Understanding carbon cycling will be a crucial part of public environmental literacy in an era of climate change. However, students graduating from high school have trouble evaluating and contributing to scientific discussions about the global carbon cycle and human intervention in that cycle. From prior work we know that students have difficulty with processes (photosynthesis, respiration, biosynthesis, combustion) and principles (conservation of energy and mass) necessary for understanding carbon cycling and energy flow. We are testing the effectiveness of teaching strategies designed to address these learning challenges using classroom teaching experiments coupled with pre- and post-assessments. We are also evaluating, through written assessments and interviews, student and teacher interpretations of different graphical models of the global carbon cycle.
Results/Conclusions
When asked to explain familiar processes such as plant and animal growth, students frequently refer to the needs and “natural tendencies” of organisms or objects rather than relying on principles of conservation of energy and mass. For example, students frequently link plants and animals in a mutually fulfilling “carbon-oxygen” cycle. Preliminary results show that guided inquiry activities involving observing and measuring gas exchange and biomass gain in plants can help students to challenge these informal accounts and begin to build scientific explanations.
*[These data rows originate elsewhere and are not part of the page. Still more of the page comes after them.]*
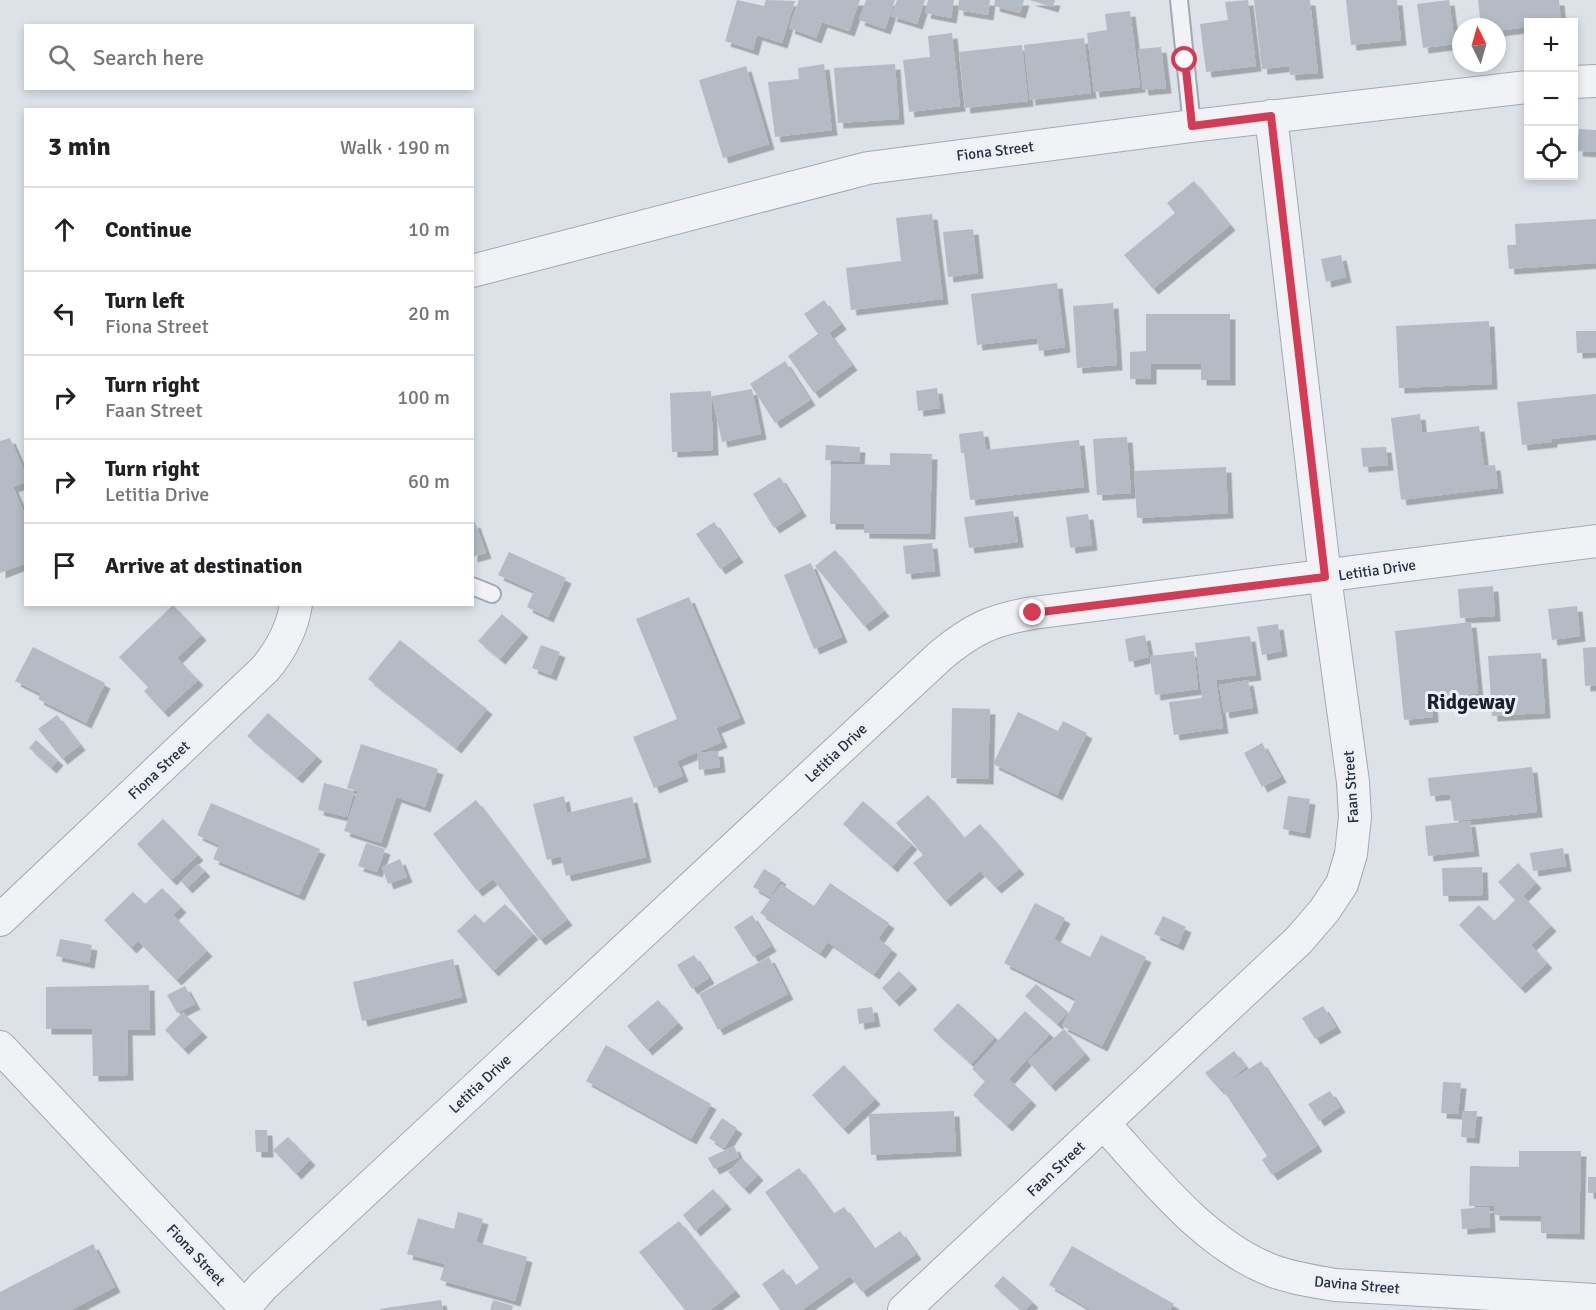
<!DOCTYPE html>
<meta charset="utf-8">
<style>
:root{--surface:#fff;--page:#f6f6f6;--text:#202124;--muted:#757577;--line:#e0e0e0}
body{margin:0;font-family:Signika,sans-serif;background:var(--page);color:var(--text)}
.controls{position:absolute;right:18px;top:18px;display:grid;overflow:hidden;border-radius:0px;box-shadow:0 3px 9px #0003}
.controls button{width:54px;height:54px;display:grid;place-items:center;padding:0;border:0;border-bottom:2px solid var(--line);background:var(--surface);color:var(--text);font:30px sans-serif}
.compass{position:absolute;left:1452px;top:18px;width:54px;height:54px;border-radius:50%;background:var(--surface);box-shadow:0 3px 9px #0003;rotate:355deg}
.stop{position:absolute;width:18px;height:18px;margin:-14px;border:4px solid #d53b54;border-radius:50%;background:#fff}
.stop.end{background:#d53b54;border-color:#fff;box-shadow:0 2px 6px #0008}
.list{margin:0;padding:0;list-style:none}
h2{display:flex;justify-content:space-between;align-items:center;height:78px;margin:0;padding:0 24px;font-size:26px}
h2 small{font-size:20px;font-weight:400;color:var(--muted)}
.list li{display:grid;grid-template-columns:39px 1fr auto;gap:18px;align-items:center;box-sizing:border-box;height:84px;padding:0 24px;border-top:2px solid var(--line)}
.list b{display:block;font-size:22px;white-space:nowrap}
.list p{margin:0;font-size:20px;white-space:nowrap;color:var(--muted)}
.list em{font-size:20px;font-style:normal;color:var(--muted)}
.icon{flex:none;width:33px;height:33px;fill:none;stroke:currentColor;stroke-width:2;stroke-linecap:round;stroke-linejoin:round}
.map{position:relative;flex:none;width:1596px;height:1310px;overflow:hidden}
.search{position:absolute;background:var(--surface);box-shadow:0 3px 9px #0003;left:24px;top:24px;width:450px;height:66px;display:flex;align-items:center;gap:15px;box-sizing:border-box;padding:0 21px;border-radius:0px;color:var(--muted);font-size:22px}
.panel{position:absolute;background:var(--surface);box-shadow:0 3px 9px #0003;left:24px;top:108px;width:450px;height:498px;border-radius:0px}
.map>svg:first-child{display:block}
</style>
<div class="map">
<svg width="1596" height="1310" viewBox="0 0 1596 1310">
<defs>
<filter id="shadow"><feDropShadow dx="5.5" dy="5.5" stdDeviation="0" flood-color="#0004"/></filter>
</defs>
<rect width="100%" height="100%" fill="#dde2e8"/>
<!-- building -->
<path fill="#b4bbc5" filter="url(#shadow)" d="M737,0L764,6L766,0L795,1L782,43L757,35L753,50L725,41Z
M799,0H860L849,31L822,22L816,38L789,28Z
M866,0H895L885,29L859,20Z
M897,0H925L917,24L891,16Z
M928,0H954L951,18L925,13Z
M959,0H990L988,15L958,10Z
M995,0H1024L1020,13L994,6Z
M1029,0H1055L1053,7Z
M1248,0L1256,66L1206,72L1200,24L1228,20L1225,2Z
M1254,0H1310L1318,73L1290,75L1289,66L1262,69Z
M1346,0H1397L1401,40L1351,45Z
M1449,0L1455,44L1423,48L1417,4Z
M1478,0H1559L1561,22H1528V27L1497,31V27H1481Z
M1130,11L1140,87L1094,92L1087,33L1107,30L1105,14Z
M952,33L960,106L909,112L903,60L930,57L928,36Z
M1084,38L1091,93L1030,100L1024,45Z
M1022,45L1028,101L965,108L959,52Z
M1161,47L1166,88L1143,90L1138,49Z
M824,64L832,130L775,137L768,82L799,79L798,68Z
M895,64L899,119L838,123L834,68Z
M746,66L769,144L723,158L699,80Z
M1579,129L1596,130V152L1577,151Z
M1194,181L1230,225L1153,289L1124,255L1175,213L1167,203Z
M932,214L943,299L851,310L846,268L901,261L896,218Z
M1596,219V263L1509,269L1507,245H1516L1515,224Z
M973,229L978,273L948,277L943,232Z
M1341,255L1346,277L1326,282L1321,259Z
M1057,283L1065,347L1039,351L1037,338L977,345L971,294Z
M824,300L841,324L829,333L852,365L814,393L788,356L818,334L804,314Z
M1113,303L1117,365L1077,368L1073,306Z
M1146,314H1230V380H1201V364H1151V379H1130V352L1146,351Z
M1489,321L1492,384L1399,388L1396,326Z
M1576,331H1596V352L1577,353Z
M785,361L810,400L775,423L750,384Z
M937,388L940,408L918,411L916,391Z
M752,389L761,434L722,442L712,396Z
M711,391L713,450L672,452L670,393Z
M1596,394V434L1552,439V442L1522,445L1517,402Z
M1420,414L1422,433L1479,426L1484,466L1495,465L1498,488L1401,500L1391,418Z
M983,431L986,450L1079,440L1084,487L970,500L964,453H961L959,434Z
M1127,437L1131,493L1097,495L1093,439Z
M10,438L26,475V482L13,487L26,517V563L0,573V441Z
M826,445L860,447L859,462L825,460Z
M1386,447L1388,465L1363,467L1361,448Z
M890,453L932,454L930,534L864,533V524H830L831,464L890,465Z
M1226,467L1228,513L1137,518L1134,471Z
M780,477L801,511L774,528L753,494Z
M1013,511L1018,542L969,548L964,517Z
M1088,514L1092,545L1070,548L1066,517Z
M475,522L486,553L472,557V523Z
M714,522L738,557L720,569L696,534Z
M932,543L935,571L906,574L903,546Z
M835,550L884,611L864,626L815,566Z
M509,552L566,578L548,617L527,607L534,591L498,575Z
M811,563L842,637L814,649L784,575Z
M1493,586L1495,616L1460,618L1458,589Z
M689,597L740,718L716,728L722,742L677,761L683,776L654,788L633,737L677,719L636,619Z
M173,605L201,635L177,658L198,680L163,712L144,691L148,687L119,657Z
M1577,606L1580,636L1552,640L1548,609Z
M502,614L523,632L500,659L478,641Z
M1471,622L1478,693L1432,699L1433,717L1404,720L1395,631Z
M1278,624L1282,651L1262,655L1257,627Z
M1145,635L1149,657L1129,662L1125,639Z
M1250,636L1256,675L1216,680L1223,728L1174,735L1169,702L1202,698L1195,643Z
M400,640L487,709L456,748L368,679Z
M541,645L560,652L551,675L532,668Z
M33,647L105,683L86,723L38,699L41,694L15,681Z
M1596,647V685L1585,686L1583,648Z
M1194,651L1198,689L1155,695L1150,656Z
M1541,653L1545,713L1492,716L1488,656Z
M1248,680L1253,708L1224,713L1219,685Z
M952,708L990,709L988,779L951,778Z
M1018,712L1058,731L1063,721L1087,733L1057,795L993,764Z
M268,713L317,756L297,778L247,736Z
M57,715L80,745L62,759L38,729Z
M36,740L58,760L51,768L29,748Z
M1262,743L1281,777L1262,787L1244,753Z
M361,744L438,769L425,807L396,797L381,843L344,831L358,791L347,788Z
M718,751L720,767L699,770L697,753Z
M1532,767L1537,812L1454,821L1450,794L1430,796L1428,778Z
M324,783L354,791L347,817L318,810Z
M928,795L964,838L980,824L1019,869L996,888L980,871L945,901L913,863L923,855L896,823Z
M564,796L567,813L632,797L646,857L566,876L561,856L547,860L533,804Z
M1288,796L1310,799L1305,833L1283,829Z
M476,800L567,920L540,940L493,879L477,891L433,834Z
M863,801L912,844L892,867L843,824Z
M211,803L320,849L299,895L213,859L219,845L197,835Z
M163,819L198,855L171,880L137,844Z
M1470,821L1474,851L1428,856L1425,826Z
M366,843L385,849L377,872L358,866Z
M1563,848L1566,866L1533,871L1530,853Z
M400,859L407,877L388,884L382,867Z
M1518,863L1536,883L1523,896L1551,926L1531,945L1547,963L1520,988L1459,925L1479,905L1494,921L1515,900L1498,882Z
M198,864L205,871L187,888L181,881Z
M1482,867L1483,895L1443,896L1442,868Z
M764,869L781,879L770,897L753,887Z
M830,883L889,923L878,939L892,949L874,974L828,942L820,953L760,913L781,884L814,906Z
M162,888L181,907L173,915L207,951L176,980L138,941L131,948L104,920L133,892L145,904Z
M1035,903L1065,918L1054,939L1090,957L1101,935L1146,957L1102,1046L1062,1026L1076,999L1004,963Z
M505,904L533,934L493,971L457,931L475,914L484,923Z
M752,915L771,946L753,957L734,927Z
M1163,916L1186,927L1178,945L1154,934Z
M60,939L92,945L89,963L56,956Z
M694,955L709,978L692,989L677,965Z
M769,957L788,994L718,1030L699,994Z
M453,959L462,997L362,1021L353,982Z
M899,971L912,984L894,1001L882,988Z
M1036,984L1068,1012L1057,1024L1025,996Z
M149,985L150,1030H127L128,1075L93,1076L92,1029H46V987Z
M185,986L195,1004L177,1013L167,995Z
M658,1000L678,1023L647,1050L627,1026Z
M958,1003L995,1037L971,1064L933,1030Z
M1323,1006L1336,1027L1315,1039L1302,1018Z
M872,1007L875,1021L859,1024L857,1009Z
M1025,1011L1050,1034L1009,1079L1031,1100L1007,1126L973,1095L985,1081L972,1069Z
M183,1012L202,1032L183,1049L165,1030Z
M1064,1029L1085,1054L1050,1086L1028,1061Z
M606,1045L711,1104L691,1139L586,1081Z
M1234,1051L1246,1067L1219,1089L1205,1073Z
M1261,1061L1317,1146L1272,1175L1262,1160L1267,1156L1221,1087Z
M844,1065L875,1099L843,1129L812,1095Z
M1443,1082L1461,1083L1458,1114L1441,1113Z
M1330,1091L1340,1107L1319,1121L1308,1104Z
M954,1111L956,1151L871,1155L869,1114Z
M1463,1111H1477L1474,1138L1461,1137Z
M722,1118L737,1128L724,1148L709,1138Z
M255,1130H267L268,1152H256Z
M288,1137L310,1160L296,1174L273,1150Z
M734,1146L739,1157L714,1169L708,1158Z
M1519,1151H1581L1579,1234L1541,1233V1216L1494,1215V1206H1469L1470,1166L1519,1167Z
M742,1158L758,1175L744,1189L728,1172Z
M799,1168L833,1214L844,1207L874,1249L900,1231L916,1254L862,1292L850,1276L802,1310H780L762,1284L783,1269L795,1286L819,1268L765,1192Z
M1588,1177H1596V1193H1588Z
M713,1189L726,1204L695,1231L683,1215Z
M1489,1207L1490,1227L1462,1229L1461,1209Z
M458,1212L483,1219L476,1242L527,1257L515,1301L440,1280L445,1264L407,1254L418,1218L454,1229Z
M679,1221L735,1291L710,1310H685L639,1252Z
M93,1244L115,1287L71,1310H0V1292Z
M1072,1246L1174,1304L1170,1310H1091L1049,1285Z
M1003,1276L1033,1302L1025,1310H1021L994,1286Z
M441,1300L443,1310H380L379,1309Z
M493,1300L513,1306L512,1310H490Z"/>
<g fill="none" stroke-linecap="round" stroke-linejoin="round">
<defs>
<path id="lane" d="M1179,0L1192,126
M472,586L492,594"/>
<path id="street" d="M1574,82L1596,81
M472,271L868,168L1192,126L1528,87
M0,920L265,669C281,650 292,630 296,604
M0,1047L244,1306
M1104,1124C1152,1176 1201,1241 1268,1269C1289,1278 1313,1281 1335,1285L1596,1300
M242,1310L263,1286L940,656C972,629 992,620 1033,613L1596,541
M904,1310L1299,940L1324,911L1342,884L1351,854L1355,817L1353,782L1325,577L1271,116"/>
</defs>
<!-- lane casing -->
<use href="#lane" stroke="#a2a9b2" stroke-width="20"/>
<!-- street casing -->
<use href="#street" stroke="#a2a9b2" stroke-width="34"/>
<!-- lane -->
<use href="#lane" stroke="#f0f2f6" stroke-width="16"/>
<!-- street -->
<use href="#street" stroke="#f0f2f6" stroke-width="32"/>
</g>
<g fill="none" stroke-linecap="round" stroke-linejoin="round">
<!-- route -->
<path stroke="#d53b54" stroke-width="8" d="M1033,613L1325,577L1271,116L1192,126L1185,60"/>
</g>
<g text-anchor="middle" stroke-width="6" stroke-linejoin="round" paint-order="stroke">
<!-- street labels -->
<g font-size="15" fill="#262f3f" stroke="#edf0f6">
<text transform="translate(995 151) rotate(-7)" y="5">Fiona Street</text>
<text transform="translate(1377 570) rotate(-8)" y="5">Letitia Drive</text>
<text transform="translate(836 753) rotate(-43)" y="5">Letitia Drive</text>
<text transform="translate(159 770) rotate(-43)" y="5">Fiona Street</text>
<text transform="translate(1351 787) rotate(-94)" y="5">Faan Street</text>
<text transform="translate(480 1084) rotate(-43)" y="5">Letitia Drive</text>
<text transform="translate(1056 1169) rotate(-43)" y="5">Faan Street</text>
<text transform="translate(196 1255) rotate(47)" y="5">Fiona Street</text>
<text transform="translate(1357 1285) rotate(5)" y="5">Davina Street</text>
</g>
<!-- district labels -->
<g font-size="21" font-weight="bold" fill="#182130" stroke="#edf0f6">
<text x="1471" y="709">Ridgeway</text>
</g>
</g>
</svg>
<div class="controls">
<button>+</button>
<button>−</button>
<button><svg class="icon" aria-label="locate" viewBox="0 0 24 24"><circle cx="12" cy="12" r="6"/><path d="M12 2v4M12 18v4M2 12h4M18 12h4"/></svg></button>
</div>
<svg class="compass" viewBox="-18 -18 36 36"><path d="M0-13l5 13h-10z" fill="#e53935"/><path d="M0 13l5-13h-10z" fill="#757577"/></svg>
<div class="stop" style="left:1185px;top:60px"></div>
<div class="stop end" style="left:1033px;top:613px"></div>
<div class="search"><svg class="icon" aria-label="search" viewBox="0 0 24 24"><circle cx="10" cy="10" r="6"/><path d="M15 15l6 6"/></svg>Search here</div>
<section class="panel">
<h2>3 min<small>Walk · 190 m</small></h2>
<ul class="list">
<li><svg class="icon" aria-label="ahead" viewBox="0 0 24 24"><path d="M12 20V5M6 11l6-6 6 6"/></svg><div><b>Continue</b></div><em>10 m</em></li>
<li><svg class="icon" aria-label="left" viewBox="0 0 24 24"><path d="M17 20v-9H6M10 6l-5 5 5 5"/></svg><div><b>Turn left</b><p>Fiona Street</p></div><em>20 m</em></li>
<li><svg class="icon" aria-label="right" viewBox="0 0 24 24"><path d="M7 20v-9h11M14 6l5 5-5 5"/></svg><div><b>Turn right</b><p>Faan Street</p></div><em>100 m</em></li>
<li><svg class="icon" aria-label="right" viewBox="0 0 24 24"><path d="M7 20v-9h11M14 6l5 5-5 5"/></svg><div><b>Turn right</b><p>Letitia Drive</p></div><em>60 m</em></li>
<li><svg class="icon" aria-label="arrive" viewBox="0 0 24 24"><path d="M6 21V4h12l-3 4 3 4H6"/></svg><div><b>Arrive at destination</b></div></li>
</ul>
</section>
</div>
Tracing carbon through basic processes such as photosynthesis and respiration is also a foundation for interpreting carbon cycle diagrams and understanding the dynamics of the global carbon cycle. Preliminary results show that students and teachers can use a simple stock-flow box-model diagram of the global carbon cycle as a tool to construct and quantitatively evaluate carbon emissions reduction strategies, a task that has been shown to be extremely challenging using other graphical representations.